Problem to solve:
An exact copy of the lines from the start of the material below through the line containing "2px #b6b9bc) drop-shadow(0" is the required answer, and it includes no pictures.
■ ■ ■ ■
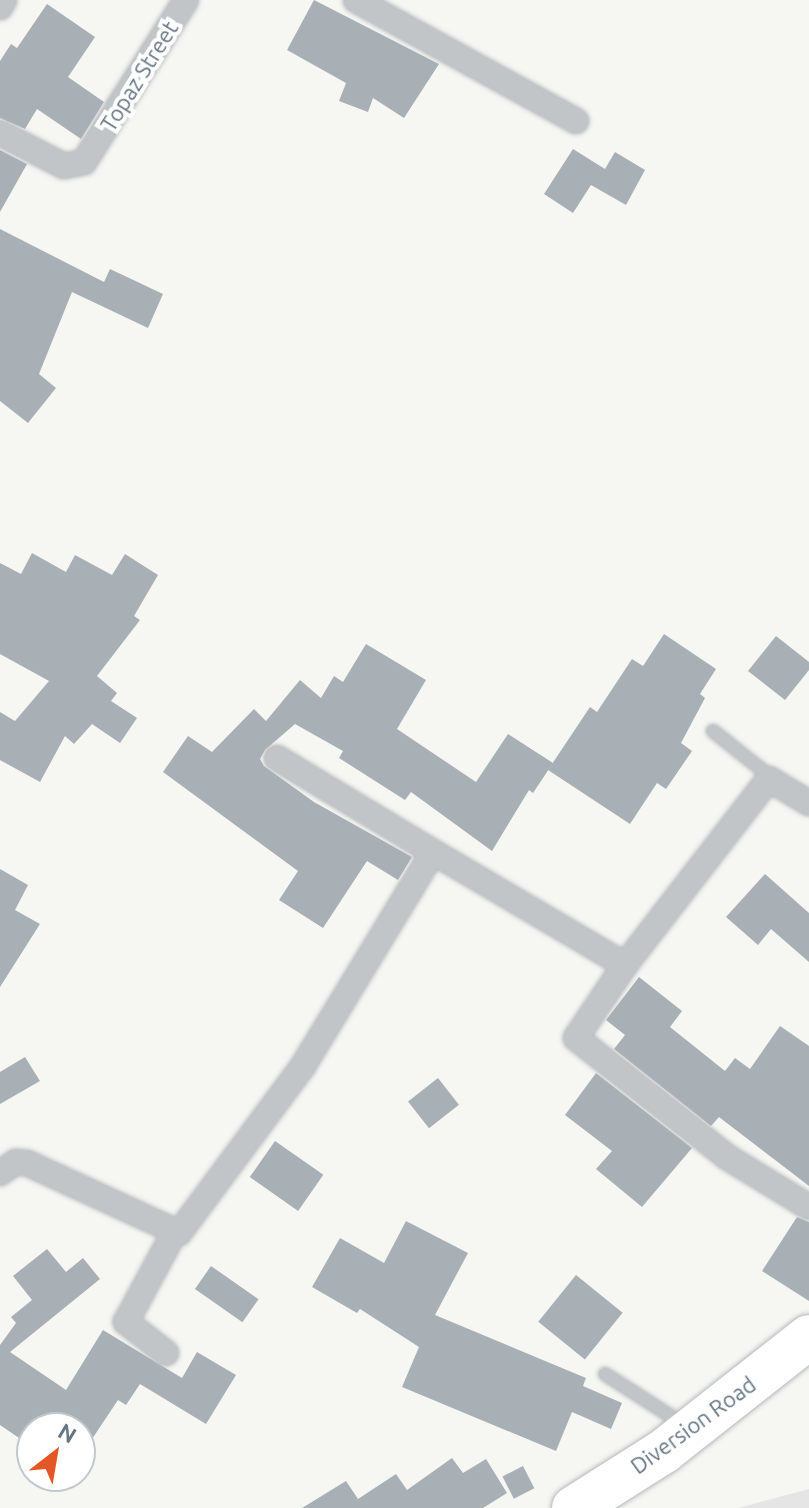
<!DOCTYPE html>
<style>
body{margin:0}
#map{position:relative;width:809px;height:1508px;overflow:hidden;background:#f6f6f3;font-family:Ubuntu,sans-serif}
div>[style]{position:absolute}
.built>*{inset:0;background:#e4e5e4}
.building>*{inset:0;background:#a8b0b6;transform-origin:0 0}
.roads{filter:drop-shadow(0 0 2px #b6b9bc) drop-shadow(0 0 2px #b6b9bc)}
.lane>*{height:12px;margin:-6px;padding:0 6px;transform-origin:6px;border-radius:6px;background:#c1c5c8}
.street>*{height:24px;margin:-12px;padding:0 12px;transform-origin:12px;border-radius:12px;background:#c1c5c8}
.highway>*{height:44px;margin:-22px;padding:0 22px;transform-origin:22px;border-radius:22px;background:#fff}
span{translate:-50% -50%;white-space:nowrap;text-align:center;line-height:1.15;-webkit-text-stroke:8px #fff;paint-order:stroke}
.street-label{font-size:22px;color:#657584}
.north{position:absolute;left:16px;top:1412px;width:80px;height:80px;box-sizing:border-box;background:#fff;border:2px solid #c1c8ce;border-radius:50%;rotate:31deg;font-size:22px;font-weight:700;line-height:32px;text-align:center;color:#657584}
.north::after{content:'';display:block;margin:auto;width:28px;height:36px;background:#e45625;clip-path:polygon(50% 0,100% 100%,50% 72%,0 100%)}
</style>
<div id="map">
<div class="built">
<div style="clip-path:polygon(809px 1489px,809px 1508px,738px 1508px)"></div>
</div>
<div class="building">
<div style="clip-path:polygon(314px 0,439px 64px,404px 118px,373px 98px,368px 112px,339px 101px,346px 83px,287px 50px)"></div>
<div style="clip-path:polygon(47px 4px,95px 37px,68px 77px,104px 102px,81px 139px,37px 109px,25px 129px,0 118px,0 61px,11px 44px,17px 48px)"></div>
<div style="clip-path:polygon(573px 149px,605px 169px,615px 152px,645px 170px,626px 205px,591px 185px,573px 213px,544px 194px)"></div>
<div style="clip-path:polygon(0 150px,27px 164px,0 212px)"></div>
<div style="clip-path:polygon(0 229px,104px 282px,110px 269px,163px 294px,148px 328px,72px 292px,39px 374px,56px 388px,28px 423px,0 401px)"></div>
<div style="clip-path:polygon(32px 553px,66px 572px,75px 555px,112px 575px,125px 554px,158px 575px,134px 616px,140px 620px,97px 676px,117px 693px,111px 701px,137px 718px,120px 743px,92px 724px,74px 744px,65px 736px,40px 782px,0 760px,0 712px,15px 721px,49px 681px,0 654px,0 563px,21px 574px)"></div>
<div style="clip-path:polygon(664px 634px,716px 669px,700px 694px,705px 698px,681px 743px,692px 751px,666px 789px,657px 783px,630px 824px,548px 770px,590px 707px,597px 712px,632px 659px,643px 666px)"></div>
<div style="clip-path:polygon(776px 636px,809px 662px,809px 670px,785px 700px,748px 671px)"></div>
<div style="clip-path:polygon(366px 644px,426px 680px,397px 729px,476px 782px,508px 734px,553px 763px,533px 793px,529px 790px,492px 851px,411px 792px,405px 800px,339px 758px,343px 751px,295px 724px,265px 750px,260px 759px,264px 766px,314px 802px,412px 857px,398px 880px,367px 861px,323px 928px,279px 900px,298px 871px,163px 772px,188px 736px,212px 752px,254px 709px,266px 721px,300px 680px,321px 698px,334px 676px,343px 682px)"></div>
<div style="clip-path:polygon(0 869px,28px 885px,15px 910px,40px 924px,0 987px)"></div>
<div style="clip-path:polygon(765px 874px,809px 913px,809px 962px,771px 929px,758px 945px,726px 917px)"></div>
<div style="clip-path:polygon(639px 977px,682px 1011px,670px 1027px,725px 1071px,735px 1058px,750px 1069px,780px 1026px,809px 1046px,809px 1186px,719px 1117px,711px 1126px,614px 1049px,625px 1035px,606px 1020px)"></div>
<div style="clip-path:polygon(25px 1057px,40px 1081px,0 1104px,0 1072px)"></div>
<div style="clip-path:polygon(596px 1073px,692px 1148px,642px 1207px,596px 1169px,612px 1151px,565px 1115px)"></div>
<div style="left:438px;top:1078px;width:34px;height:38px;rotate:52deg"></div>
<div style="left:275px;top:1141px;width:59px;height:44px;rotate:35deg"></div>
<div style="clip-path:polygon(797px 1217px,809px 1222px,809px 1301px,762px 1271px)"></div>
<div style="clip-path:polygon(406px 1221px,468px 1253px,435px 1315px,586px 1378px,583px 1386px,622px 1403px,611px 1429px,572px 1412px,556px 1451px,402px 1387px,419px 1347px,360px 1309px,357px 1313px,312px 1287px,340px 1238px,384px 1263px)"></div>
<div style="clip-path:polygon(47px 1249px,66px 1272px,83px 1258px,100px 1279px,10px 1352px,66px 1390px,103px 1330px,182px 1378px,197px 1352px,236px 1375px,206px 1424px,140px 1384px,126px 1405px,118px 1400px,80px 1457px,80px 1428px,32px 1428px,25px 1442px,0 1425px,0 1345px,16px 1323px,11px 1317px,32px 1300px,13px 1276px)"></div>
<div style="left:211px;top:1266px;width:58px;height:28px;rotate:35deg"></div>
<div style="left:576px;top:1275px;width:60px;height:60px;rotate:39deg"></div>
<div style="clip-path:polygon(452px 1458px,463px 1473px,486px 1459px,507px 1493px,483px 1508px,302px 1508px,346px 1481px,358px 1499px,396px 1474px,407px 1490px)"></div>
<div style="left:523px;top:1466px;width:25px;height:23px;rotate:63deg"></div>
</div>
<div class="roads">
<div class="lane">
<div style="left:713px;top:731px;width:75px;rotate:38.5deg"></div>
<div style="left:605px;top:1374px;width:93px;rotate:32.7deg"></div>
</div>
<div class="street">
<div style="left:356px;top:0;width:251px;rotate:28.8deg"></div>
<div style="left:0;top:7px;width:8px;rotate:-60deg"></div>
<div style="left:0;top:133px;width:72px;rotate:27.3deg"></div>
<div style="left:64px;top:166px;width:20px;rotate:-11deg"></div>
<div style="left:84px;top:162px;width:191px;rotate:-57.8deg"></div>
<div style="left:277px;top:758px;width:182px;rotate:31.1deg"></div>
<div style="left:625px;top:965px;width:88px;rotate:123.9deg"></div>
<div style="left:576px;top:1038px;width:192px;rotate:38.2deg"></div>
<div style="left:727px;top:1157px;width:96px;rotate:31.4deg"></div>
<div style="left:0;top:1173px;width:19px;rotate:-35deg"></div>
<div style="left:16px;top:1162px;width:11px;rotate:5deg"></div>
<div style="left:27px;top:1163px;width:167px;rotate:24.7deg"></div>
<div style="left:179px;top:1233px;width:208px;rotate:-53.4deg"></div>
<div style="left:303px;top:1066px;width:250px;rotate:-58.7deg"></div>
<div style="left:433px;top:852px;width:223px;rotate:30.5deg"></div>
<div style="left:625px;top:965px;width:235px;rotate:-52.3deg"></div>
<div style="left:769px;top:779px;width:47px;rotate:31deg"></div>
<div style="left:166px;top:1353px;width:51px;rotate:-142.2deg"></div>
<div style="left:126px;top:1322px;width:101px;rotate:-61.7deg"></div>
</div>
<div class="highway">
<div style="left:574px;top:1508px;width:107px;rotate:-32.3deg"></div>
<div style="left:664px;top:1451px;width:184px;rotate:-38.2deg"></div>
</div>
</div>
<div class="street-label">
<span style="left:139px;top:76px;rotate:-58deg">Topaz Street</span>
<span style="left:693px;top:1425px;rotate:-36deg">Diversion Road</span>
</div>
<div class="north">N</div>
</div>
■ ■ ■ ■
Answer space:
<!DOCTYPE html>
<style>
body{margin:0}
#map{position:relative;width:809px;height:1508px;overflow:hidden;background:#f6f6f3;font-family:Ubuntu,sans-serif}
div>[style]{position:absolute}
.built>*{inset:0;background:#e4e5e4}
.building>*{inset:0;background:#a8b0b6;transform-origin:0 0}
.roads{filter:drop-shadow(0 0 2px #b6b9bc) drop-shadow(0 0 2px #b6b9bc)}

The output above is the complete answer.